The following permissions are recommended for the DataKit ServiceAccount:

- apiGroups: ["monitoring.coreos.com"]
  resources: ["podmonitors", "servicemonitors"]
  verbs: ["get", "list", "watch"]

DataKit uses list to load existing Monitors and watch to receive creation, update, and deletion events. When DataKit is upgraded with an older RBAC configuration that grants only get and list, collection does not fail. DataKit emits one WARN log and automatically falls back to running list every 20 seconds. In fallback mode, configuration changes may take up to about 20 seconds to take effect. Update RBAC to receive changes in real time.

Examples

Take the Nacos cluster as an example.

Installing Nacos

git clone https://github.com/nacos-group/nacos-k8s.git
cd nacos-k8s
chmod +x quick-startup.sh
./quick-startup.sh

nacos/nacos-quick-start.yaml container port configuration:

      containers:
        - name: k8snacos
          imagePullPolicy: Always
          image: nacos/nacos-server:latest
          ports:
            - containerPort: 8848
              name: client
            - containerPort: 9848
              name: client-rpc
            - containerPort: 9849
              name: raft-rpc
            - containerPort: 7848
              name: old-raft-rpc
  • metrics access: $IP:8848/nacos/actuator/prometheus

  • metrics port: 8848

There is now a Nacos metrics service in the Kubernetes cluster that collects metrics.

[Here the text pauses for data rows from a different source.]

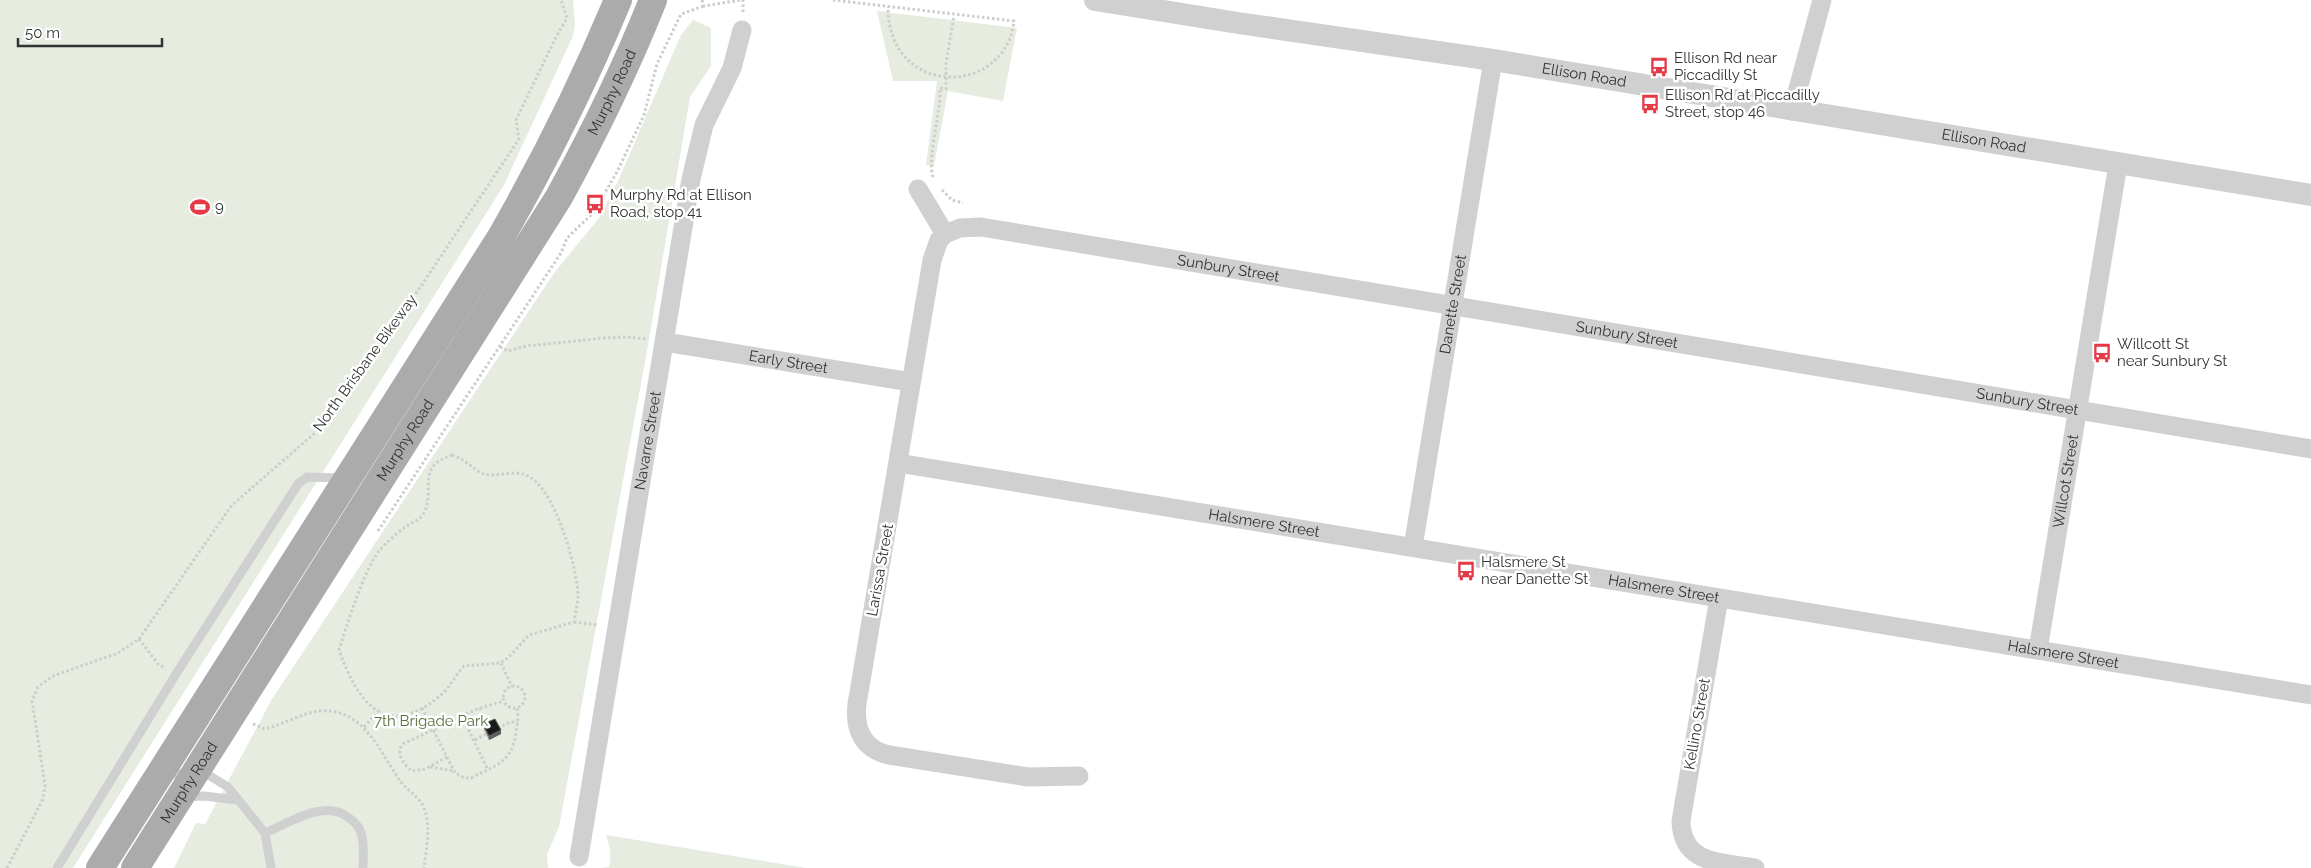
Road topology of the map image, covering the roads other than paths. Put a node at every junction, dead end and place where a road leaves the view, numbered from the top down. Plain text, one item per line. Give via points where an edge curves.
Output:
1 (1094, 0) edge
2 (1822, 0) edge
3 (657, 1) edge
4 (607, 8) edge
5 (742, 30) dead end
6 (1493, 60) junction
7 (1792, 111) junction
8 (2118, 164) junction
9 (918, 190) dead end
10 (2311, 195) edge
11 (945, 234) junction
12 (1451, 307) junction
13 (665, 342) junction
14 (911, 382) junction
15 (2078, 410) junction
16 (2311, 449) edge
17 (898, 463) junction
18 (348, 478) junction
19 (1413, 547) junction
20 (1719, 598) junction
21 (2038, 650) junction
22 (2311, 695) edge
23 (196, 772) junction
24 (159, 776) junction
25 (1079, 776) dead end
26 (180, 797) junction
27 (237, 800) junction
28 (265, 833) junction
29 (579, 857) dead end
30 (57, 868) edge
31 (100, 868) edge
32 (135, 868) edge
33 (272, 868) edge
34 (363, 868) edge
35 (1755, 868) edge

1 - 6 street, Ellison Road
2 - 7 street
3 - 23 main road, Murphy Road via 559,197
4 - 18 main road, Murphy Road via 555,139 505,230
5 - 13 street, Navarre Street via 732,68 704,125 697,149
6 - 7 street, Ellison Road
6 - 12 street, Danette Street
7 - 8 street, Ellison Road
8 - 10 street, Ellison Road
8 - 15 street, Willcot Street
9 - 11 street
11 - 12 street, Sunbury Street via 960,228 981,227
11 - 14 street, Larissa Street via 939,240 932,260
12 - 15 street, Sunbury Street
12 - 19 street, Danette Street
13 - 14 street, Early Street
13 - 29 street, Navarre Street
14 - 17 street, Larissa Street
15 - 16 street, Sunbury Street
15 - 21 street, Willcot Street
17 - 19 street, Halsmere Street
17 - 25 street, Larissa Street via 857,704 856,718 863,740 870,748 889,756 1028,778
18 - 24 main road, Murphy Road
18 - 30 lane via 316,476 302,480 176,674
19 - 20 street, Halsmere Street
20 - 21 street, Halsmere Street
20 - 35 street, Kellino Street via 1680,821 1681,832 1688,848 1704,859
21 - 22 street, Halsmere Street
23 - 24 lane
23 - 26 main road, Murphy Road
23 - 27 lane via 219,780
24 - 31 main road, Murphy Road
26 - 27 lane
26 - 32 main road, Murphy Road
27 - 28 lane
28 - 33 lane
28 - 34 lane via 316,812 335,810 344,813 358,824 362,833

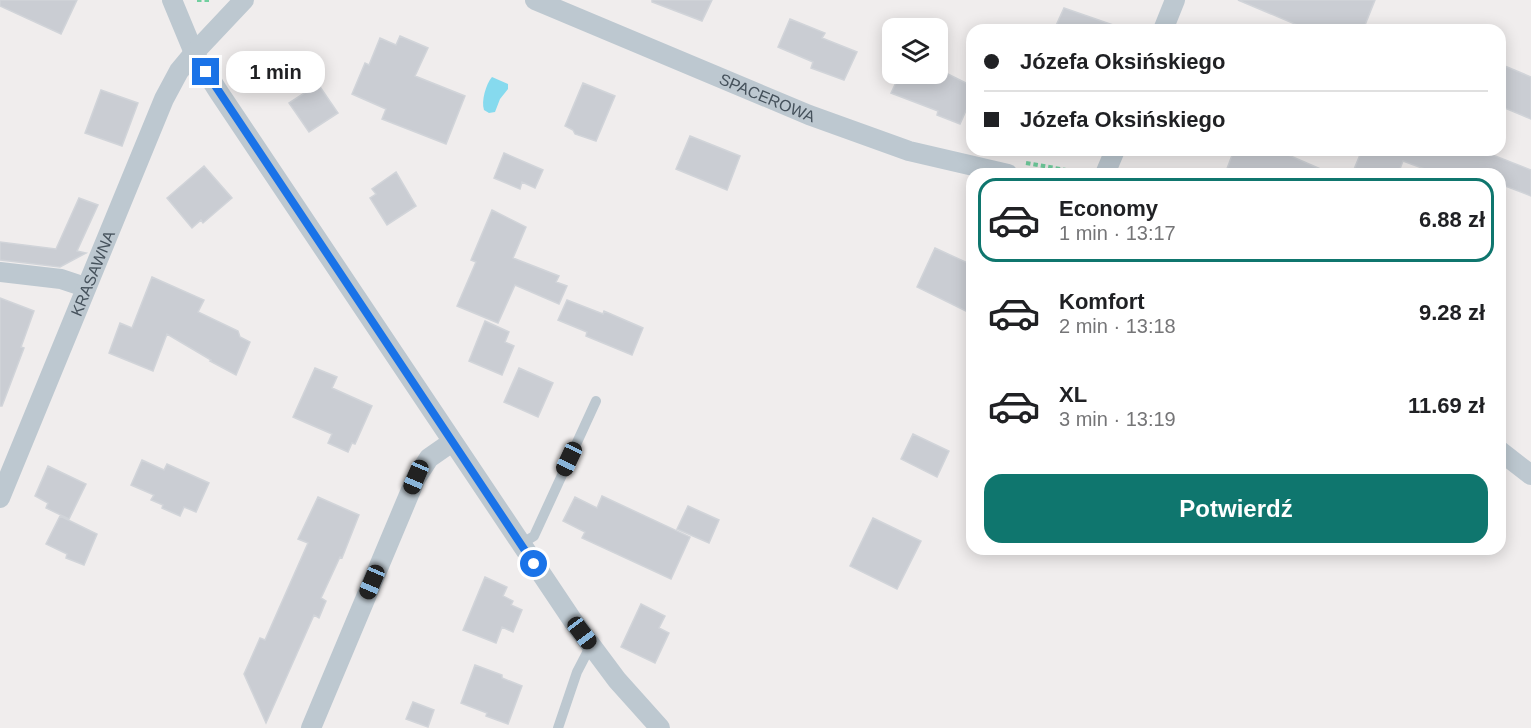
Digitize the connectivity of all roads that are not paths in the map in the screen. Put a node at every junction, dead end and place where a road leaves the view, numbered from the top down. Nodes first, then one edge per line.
1 (172, 0) edge
2 (244, 0) edge
3 (535, 0) edge
4 (1175, 0) edge
5 (1165, 24) edge
6 (194, 52) junction
7 (982, 168) edge
8 (0, 272) edge
9 (85, 287) junction
10 (596, 401) dead end
11 (452, 442) junction
12 (1506, 456) edge
13 (1531, 475) edge
14 (0, 498) edge
15 (520, 544) junction
16 (591, 645) junction
17 (311, 728) edge
18 (558, 728) edge
19 (660, 728) edge

1 - 6 street
2 - 6 street
3 - 7 street, SPACEROWA
4 - 5 street
6 - 9 street, KRASAWNA
6 - 11 street
8 - 9 street
9 - 14 street, KRASAWNA
10 - 15 lane
11 - 15 street
11 - 17 street
12 - 13 street
15 - 16 street
16 - 18 lane
16 - 19 street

Create Prometheus-Operator CRD

  • Install Prometheus-Operator
$ wget https://github.com/prometheus-operator/prometheus-operator/releases/download/v0.62.0/bundle.yaml
$ kubectl apply -f bundle.yaml
$ kubectl get crd
NAME                                        CREATED AT
alertmanagerconfigs.monitoring.coreos.com   2023-08-11T16:31:33Z
alertmanagers.monitoring.coreos.com         2023-08-11T16:31:33Z
podmonitors.monitoring.coreos.com           2023-08-11T16:31:33Z
probes.monitoring.coreos.com                2023-08-11T16:31:33Z
prometheuses.monitoring.coreos.com          2023-08-11T16:31:33Z
servicemonitors.monitoring.coreos.com       2023-08-11T16:31:34Z
thanosrulers.monitoring.coreos.com          2023-08-11T16:31:34Z
  • Create PodMonitor
$ cat pod-monitor.yaml
apiVersion: monitoring.coreos.com/v1
kind: PodMonitor
metadata:
  name: nacos
  labels:
    app: nacos
spec:
  podMetricsEndpoints:
  - port: client
    path: /nacos/actuator/prometheus
  namespaceSelector:
    matchNames:
    - default
  selector:
    matchLabels:
      app: nacos

$ kubectl apply -f pod-monitor.yaml

Several important configuration items should be consistent with Nacos:

  • namespace: default
  • app: nacos
  • port: client
  • path: /nacos/actuator/prometheus

See the Prometheus Operator API reference for the complete PodMonitor schema. The fields supported by DataKit are listed above.

Measurements and Tags

See Measurement Naming Rules and Automatically Added Tags.

Check

Start DataKit, use datakit monitor -V or view it on the TrueWatch page, and you can find a metric set beginning with nacos_ to indicate that the collection was successful.